[Exercise aim]:
Would you pull out every line of the material that contains the string "canvas"?

# # #

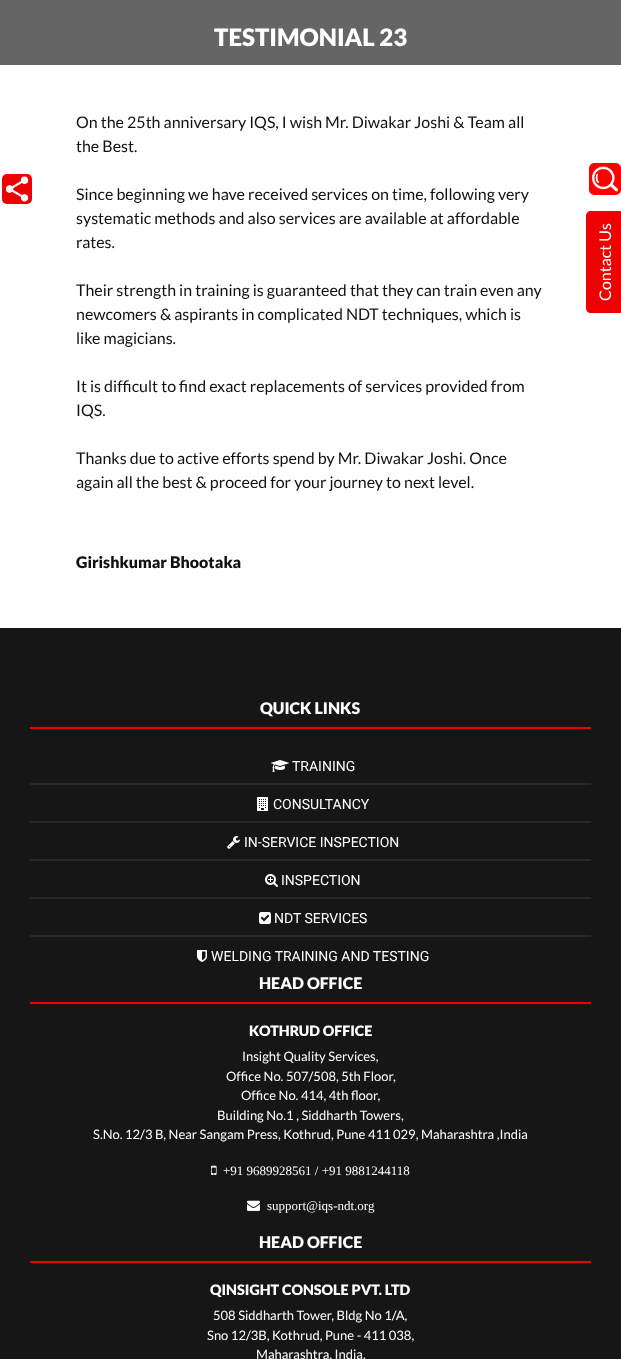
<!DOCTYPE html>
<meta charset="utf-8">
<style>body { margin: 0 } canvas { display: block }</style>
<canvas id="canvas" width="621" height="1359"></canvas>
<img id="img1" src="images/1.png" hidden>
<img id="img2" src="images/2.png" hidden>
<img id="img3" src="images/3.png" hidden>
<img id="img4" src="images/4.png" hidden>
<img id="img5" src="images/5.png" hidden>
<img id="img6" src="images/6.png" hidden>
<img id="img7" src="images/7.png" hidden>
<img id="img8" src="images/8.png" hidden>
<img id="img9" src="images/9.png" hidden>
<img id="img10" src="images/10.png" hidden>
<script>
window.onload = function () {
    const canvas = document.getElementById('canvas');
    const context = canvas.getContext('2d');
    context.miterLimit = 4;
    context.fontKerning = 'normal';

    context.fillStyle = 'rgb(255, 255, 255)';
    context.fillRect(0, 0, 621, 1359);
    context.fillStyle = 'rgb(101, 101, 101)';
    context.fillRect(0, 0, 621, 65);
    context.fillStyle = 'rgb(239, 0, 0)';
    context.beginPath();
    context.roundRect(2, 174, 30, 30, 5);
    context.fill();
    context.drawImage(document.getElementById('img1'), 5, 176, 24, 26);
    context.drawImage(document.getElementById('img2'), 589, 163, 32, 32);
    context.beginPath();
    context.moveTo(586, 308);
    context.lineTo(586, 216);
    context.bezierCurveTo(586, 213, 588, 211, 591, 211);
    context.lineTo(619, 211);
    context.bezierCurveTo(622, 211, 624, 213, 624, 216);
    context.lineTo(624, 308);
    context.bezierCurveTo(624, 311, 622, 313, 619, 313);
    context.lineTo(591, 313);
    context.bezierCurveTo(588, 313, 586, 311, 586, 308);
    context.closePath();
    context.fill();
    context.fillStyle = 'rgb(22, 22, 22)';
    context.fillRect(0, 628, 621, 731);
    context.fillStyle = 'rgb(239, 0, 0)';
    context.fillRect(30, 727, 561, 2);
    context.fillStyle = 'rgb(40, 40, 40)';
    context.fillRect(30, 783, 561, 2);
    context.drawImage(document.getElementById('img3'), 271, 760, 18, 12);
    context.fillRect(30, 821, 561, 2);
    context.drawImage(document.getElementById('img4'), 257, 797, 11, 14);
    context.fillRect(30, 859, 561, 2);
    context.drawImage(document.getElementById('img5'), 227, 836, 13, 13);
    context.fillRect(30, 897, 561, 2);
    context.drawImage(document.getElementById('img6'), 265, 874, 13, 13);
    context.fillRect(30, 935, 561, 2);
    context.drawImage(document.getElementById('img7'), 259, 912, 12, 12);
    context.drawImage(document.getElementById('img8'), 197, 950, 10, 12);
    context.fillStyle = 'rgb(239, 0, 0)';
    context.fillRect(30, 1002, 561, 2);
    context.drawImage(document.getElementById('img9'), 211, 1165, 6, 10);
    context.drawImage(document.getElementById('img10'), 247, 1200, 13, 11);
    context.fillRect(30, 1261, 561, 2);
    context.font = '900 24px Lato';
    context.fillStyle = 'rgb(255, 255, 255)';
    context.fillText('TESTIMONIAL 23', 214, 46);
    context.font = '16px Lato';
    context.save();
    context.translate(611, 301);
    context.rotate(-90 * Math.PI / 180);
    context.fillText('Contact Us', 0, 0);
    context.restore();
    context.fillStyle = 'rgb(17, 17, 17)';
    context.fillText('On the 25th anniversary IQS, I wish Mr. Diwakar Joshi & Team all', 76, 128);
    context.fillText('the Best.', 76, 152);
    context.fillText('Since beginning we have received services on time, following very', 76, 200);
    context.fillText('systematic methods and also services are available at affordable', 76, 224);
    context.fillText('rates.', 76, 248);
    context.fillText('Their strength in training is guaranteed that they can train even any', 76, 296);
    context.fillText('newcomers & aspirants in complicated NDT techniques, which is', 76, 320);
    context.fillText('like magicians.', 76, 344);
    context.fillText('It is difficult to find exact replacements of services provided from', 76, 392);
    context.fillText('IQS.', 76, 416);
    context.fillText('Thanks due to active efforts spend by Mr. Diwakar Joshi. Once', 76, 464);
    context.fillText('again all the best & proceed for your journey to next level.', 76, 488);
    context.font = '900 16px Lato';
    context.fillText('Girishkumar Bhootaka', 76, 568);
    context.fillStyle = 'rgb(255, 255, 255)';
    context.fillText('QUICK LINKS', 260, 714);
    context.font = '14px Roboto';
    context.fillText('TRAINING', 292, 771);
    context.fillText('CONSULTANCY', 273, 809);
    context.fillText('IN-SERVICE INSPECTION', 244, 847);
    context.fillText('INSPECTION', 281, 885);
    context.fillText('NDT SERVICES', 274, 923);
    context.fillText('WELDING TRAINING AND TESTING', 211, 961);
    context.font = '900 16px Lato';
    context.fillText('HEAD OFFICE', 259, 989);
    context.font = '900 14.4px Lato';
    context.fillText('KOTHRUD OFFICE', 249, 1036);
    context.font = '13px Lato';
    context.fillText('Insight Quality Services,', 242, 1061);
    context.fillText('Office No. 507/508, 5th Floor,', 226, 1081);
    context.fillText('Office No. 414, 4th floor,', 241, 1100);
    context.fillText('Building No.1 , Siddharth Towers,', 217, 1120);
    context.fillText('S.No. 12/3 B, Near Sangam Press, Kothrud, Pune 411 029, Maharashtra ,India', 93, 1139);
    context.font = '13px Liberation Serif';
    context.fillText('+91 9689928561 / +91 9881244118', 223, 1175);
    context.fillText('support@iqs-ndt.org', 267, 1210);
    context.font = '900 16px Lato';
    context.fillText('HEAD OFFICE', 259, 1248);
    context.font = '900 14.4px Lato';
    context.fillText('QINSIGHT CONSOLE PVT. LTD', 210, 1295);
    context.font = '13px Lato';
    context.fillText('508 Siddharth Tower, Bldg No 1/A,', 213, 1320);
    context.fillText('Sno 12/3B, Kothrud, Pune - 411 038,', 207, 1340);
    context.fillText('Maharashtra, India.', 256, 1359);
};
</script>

# # #

[Completed task]:
<style>body { margin: 0 } canvas { display: block }</style>
<canvas id="canvas" width="621" height="1359"></canvas>
    const canvas = document.getElementById('canvas');
    const context = canvas.getContext('2d');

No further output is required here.